If you use high password complexity as an excuse to lower hash counts, you
only make it easier for attackers to recover the pepper.

It also doesn't really address the root failure of password policies, in that
many users will simply pad passwords with required characters and/or be more
likely reuse a single password that fulfills standard requirements. Comparison
against lists of compromised/vulnerable passwords remain a better way to
ensure complexity, preferably in combination with a password strength meter.

------
tptacek
Don't do this. The entire premise of a password hash is that the
authenticator, in its entirety, is disclosed; the job of the password hash is
maximize the cost of backing the authenticator out to the password itself.
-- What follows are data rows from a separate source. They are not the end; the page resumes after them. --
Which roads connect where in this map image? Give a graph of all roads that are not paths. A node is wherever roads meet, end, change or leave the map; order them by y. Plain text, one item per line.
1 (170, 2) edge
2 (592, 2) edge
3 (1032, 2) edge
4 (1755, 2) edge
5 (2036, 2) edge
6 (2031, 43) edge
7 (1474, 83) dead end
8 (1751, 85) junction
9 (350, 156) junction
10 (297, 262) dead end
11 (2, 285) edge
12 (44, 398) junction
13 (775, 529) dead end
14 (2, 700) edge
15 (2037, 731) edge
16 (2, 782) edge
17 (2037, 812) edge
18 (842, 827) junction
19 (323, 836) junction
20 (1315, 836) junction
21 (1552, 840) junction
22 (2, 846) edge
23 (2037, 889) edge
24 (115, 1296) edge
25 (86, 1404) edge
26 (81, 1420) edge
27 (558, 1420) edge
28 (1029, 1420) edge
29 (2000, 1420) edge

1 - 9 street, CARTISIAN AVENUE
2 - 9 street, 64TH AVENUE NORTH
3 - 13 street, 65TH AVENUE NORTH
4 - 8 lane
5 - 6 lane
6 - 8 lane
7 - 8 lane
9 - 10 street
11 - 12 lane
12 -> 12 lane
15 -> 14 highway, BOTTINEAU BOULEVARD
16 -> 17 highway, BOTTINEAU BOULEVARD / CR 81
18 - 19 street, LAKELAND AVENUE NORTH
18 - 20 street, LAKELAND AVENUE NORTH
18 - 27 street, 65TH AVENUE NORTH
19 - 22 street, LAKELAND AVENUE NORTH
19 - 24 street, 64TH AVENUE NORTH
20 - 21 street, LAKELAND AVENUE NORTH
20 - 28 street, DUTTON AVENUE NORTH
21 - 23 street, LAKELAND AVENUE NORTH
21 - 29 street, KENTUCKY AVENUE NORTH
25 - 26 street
Of course, it's good to make it harder to exfiltrate the authenticator! And
that's really what things like "peppers" are trying to do. But if you're going
to build up that defense, be serious about it: move the password hashes
entirely out of the application and its accessible storage (don't just spread
it across two different kinds of storage the application already has access
to!).

So, rather than pretending like you're improving security by keying the
password hash, just stand up an authentication service. Give it "verify(user,
password) bool" and "enroll(user, password)" and nothing else. Write it in a
managed language with a minimal runtime (Rust, Go, or Java, no framework).
Then, before you ever think about monkeying with the hash constructions
themselves, get to work on segregating it out so that it's in its own AWS or
GCP account, enforces rate limits, &c. You will never run out of better ways
to secure the authentication services than this "pepper" nonsense.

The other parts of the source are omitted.